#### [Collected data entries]
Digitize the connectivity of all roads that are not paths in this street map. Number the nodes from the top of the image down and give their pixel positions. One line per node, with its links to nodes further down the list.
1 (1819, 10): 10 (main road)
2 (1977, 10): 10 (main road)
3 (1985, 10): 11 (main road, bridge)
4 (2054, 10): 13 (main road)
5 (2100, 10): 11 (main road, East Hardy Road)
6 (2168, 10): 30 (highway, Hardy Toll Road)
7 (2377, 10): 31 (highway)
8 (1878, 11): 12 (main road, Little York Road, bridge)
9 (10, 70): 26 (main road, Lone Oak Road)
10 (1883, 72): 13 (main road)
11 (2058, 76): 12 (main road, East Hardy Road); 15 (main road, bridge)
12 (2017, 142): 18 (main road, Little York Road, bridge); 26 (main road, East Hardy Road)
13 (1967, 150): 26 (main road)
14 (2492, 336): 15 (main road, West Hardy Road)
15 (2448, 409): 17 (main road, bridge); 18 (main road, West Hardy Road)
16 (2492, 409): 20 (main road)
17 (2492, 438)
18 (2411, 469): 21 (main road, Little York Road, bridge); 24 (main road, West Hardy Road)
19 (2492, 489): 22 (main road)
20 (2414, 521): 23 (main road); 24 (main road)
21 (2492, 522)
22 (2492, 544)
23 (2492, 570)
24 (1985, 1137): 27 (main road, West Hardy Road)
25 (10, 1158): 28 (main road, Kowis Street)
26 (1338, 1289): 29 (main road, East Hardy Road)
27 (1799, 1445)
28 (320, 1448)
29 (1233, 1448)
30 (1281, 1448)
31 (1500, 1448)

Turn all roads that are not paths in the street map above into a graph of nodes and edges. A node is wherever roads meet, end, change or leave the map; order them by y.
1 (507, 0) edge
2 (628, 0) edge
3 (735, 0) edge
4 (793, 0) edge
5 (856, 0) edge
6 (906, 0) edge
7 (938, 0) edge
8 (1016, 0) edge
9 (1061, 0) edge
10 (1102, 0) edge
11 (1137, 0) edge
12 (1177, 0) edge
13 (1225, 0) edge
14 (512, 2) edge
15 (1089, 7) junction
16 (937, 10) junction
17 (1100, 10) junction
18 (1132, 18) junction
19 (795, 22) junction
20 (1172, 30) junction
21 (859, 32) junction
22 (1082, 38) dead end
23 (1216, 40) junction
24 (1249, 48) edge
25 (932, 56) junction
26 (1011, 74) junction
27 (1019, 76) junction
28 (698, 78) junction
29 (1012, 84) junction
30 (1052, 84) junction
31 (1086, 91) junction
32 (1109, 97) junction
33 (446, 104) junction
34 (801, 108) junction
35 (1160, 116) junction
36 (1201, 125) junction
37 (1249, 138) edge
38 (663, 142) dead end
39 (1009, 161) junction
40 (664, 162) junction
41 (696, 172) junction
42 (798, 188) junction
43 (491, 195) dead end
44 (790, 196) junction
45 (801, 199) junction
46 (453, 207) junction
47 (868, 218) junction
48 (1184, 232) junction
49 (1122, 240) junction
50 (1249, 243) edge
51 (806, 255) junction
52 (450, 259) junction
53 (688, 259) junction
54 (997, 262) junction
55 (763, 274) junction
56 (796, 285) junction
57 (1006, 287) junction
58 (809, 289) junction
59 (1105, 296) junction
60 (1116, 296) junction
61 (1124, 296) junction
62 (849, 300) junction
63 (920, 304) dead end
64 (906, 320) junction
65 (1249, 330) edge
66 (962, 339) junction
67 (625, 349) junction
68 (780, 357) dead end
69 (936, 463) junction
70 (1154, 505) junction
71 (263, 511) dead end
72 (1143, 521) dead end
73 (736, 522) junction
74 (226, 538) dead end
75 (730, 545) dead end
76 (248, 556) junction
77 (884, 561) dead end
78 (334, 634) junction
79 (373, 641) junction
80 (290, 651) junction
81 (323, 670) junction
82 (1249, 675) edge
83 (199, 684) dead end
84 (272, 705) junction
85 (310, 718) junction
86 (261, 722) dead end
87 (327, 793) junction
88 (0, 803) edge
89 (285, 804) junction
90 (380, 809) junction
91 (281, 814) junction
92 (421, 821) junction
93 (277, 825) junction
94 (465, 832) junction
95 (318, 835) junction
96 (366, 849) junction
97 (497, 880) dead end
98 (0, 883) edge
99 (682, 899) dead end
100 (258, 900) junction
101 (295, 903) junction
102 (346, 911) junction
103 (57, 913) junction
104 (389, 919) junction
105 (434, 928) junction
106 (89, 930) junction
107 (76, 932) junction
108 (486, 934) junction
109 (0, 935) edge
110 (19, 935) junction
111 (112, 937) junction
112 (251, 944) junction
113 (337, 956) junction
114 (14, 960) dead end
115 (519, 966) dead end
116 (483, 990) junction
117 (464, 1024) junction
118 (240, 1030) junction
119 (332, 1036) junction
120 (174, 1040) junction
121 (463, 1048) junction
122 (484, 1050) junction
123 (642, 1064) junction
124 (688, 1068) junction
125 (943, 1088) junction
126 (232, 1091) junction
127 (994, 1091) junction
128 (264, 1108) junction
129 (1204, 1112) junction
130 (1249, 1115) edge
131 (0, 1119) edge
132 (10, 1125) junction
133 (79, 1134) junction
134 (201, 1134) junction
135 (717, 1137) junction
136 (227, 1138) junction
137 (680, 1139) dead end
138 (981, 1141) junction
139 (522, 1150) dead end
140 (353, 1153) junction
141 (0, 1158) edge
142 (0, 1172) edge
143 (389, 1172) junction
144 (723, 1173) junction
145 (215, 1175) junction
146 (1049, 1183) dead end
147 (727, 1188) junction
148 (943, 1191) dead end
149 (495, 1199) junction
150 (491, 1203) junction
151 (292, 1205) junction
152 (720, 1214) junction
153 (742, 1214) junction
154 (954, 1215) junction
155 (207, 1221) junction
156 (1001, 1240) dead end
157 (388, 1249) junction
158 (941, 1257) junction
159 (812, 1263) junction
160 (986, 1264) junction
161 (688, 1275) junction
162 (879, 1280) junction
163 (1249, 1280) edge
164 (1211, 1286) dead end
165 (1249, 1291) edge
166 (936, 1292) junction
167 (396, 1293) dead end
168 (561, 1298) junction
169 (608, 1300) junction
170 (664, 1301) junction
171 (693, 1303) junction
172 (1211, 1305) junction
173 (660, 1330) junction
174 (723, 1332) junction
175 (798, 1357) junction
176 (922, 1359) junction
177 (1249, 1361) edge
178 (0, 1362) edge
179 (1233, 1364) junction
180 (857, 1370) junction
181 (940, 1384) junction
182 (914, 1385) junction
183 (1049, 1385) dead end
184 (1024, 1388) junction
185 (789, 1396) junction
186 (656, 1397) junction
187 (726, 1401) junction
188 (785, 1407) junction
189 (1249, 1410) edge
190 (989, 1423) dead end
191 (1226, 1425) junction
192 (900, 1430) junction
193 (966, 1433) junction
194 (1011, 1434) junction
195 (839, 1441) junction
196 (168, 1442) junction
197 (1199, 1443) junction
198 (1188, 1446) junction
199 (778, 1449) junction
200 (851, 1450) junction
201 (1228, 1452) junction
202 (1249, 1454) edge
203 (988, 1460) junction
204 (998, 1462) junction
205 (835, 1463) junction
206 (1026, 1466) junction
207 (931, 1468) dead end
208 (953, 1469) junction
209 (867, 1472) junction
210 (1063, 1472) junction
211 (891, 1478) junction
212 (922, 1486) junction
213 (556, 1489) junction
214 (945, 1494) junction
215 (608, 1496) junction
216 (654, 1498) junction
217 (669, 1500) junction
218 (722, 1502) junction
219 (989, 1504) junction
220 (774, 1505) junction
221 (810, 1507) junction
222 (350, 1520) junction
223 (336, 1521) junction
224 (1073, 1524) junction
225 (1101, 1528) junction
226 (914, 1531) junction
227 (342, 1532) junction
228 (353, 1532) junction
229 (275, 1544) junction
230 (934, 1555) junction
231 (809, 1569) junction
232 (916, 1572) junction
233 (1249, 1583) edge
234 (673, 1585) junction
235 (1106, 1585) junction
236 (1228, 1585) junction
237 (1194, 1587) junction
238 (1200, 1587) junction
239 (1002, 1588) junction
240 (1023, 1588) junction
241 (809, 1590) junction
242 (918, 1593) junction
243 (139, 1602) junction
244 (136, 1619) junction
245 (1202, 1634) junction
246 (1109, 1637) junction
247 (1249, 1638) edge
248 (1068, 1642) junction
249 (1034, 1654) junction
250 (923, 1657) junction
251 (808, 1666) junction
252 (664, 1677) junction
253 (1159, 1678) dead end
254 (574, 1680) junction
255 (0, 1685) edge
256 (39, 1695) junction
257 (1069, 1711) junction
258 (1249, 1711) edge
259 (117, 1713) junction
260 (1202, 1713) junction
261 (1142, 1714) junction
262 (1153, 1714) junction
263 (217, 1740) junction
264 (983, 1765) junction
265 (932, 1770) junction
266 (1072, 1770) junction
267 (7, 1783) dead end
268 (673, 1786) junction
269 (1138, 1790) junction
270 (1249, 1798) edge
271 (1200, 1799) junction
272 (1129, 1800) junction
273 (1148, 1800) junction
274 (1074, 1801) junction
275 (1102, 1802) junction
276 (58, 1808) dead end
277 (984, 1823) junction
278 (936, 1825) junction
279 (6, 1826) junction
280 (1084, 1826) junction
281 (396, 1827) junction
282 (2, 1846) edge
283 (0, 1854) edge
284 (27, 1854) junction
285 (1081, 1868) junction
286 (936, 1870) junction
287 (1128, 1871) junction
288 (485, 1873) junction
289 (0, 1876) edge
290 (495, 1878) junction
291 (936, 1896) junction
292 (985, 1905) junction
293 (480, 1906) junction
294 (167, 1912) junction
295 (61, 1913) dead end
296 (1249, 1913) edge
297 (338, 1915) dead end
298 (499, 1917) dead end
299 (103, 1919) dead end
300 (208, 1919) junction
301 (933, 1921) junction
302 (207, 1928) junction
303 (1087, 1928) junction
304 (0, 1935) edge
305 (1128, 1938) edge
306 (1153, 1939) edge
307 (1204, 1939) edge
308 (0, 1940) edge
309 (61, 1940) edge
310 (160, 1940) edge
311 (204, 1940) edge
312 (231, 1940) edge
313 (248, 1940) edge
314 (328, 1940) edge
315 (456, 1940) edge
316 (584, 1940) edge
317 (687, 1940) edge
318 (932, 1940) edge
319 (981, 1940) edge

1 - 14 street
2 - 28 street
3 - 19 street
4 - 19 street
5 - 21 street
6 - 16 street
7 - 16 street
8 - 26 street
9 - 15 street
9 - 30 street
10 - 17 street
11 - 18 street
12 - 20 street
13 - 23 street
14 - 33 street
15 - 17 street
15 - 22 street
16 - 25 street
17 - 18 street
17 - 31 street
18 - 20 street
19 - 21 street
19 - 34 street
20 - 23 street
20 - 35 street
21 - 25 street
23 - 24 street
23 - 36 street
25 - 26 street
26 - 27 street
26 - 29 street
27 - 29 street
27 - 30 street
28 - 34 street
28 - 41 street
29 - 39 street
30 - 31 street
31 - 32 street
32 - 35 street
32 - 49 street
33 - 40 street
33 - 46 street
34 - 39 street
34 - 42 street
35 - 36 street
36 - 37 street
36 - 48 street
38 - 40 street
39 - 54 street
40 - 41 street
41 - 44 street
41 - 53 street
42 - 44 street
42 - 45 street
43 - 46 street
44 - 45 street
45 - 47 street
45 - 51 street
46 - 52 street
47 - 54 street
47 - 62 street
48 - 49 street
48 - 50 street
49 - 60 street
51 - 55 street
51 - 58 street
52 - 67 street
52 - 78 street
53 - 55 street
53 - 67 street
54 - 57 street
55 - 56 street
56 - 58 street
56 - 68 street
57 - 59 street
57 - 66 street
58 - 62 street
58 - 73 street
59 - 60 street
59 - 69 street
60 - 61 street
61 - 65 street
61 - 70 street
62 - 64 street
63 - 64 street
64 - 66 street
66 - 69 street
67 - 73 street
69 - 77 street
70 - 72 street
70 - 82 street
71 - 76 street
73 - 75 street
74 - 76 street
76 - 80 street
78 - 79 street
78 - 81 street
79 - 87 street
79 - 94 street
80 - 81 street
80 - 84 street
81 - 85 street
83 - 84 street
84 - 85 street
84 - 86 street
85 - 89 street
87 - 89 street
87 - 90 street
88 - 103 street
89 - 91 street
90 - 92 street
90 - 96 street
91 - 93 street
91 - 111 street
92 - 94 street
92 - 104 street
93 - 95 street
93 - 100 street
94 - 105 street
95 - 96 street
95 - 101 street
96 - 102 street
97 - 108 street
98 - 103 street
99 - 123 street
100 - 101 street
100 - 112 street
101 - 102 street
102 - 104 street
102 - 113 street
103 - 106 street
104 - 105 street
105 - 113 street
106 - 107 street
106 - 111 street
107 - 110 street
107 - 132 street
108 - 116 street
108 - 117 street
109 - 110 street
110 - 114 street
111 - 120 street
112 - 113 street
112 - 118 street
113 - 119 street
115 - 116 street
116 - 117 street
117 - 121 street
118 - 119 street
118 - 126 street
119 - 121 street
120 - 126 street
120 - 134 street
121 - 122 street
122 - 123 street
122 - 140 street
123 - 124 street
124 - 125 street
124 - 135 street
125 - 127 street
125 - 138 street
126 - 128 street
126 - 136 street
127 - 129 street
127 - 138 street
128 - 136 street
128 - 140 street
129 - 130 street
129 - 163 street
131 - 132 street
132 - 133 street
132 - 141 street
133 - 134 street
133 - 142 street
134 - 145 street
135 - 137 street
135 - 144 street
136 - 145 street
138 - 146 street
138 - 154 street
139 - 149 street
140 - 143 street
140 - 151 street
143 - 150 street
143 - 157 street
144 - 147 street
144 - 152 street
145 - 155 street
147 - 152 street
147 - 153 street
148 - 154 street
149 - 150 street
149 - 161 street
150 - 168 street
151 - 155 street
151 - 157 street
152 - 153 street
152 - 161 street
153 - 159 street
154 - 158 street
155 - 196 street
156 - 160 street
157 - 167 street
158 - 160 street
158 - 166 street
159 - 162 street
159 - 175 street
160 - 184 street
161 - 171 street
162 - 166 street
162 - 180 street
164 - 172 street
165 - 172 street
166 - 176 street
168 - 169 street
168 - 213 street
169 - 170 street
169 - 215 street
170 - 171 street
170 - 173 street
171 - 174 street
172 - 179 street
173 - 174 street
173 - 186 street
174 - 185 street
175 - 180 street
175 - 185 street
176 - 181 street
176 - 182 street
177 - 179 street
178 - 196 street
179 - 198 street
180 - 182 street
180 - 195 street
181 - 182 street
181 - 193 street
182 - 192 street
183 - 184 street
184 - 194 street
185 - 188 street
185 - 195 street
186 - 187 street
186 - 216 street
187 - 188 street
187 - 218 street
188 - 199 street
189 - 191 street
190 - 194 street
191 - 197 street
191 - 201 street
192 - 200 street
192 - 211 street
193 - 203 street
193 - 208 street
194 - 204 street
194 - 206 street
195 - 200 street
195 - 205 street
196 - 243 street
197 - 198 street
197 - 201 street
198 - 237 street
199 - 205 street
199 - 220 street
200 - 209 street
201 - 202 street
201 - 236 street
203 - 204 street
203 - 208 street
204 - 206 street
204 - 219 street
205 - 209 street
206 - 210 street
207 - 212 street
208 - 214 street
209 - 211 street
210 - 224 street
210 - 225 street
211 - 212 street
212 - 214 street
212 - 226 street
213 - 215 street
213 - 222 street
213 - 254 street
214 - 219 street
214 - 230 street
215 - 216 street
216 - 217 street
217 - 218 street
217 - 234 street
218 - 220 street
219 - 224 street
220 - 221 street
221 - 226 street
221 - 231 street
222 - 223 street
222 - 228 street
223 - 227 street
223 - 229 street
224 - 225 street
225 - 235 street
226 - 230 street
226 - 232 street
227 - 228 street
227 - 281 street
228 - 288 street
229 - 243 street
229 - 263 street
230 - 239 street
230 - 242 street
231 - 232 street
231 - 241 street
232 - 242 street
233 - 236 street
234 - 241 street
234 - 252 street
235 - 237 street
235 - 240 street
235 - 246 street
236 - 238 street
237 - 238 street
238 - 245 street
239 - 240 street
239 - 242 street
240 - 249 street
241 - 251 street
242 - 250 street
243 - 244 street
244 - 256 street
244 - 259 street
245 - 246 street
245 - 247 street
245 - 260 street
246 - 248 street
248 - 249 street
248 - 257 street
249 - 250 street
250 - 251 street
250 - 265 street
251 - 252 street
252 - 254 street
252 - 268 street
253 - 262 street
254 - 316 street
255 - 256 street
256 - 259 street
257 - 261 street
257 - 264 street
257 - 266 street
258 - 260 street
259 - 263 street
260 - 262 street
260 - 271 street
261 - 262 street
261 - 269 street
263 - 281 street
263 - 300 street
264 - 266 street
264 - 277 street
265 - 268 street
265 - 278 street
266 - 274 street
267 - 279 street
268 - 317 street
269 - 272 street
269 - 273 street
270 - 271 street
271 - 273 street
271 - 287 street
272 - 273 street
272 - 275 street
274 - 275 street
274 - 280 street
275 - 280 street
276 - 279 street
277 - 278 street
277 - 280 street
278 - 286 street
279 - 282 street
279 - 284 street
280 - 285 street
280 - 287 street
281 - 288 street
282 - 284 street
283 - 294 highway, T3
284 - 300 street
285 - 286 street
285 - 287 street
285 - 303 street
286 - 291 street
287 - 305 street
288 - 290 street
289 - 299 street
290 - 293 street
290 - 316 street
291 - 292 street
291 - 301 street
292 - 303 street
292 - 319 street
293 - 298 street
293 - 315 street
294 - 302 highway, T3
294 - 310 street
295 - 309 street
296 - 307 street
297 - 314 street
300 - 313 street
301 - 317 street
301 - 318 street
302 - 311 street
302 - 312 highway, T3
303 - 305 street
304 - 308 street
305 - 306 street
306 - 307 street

#### [EXERCISE REQUIREMENTS]
Look through the data above for the string "bridge" and copy every line where it appears.

#### [ANSWER BELOW]
3 (1985, 10): 11 (main road, bridge)
8 (1878, 11): 12 (main road, Little York Road, bridge)
11 (2058, 76): 12 (main road, East Hardy Road); 15 (main road, bridge)
12 (2017, 142): 18 (main road, Little York Road, bridge); 26 (main road, East Hardy Road)
15 (2448, 409): 17 (main road, bridge); 18 (main road, West Hardy Road)
18 (2411, 469): 21 (main road, Little York Road, bridge); 24 (main road, West Hardy Road)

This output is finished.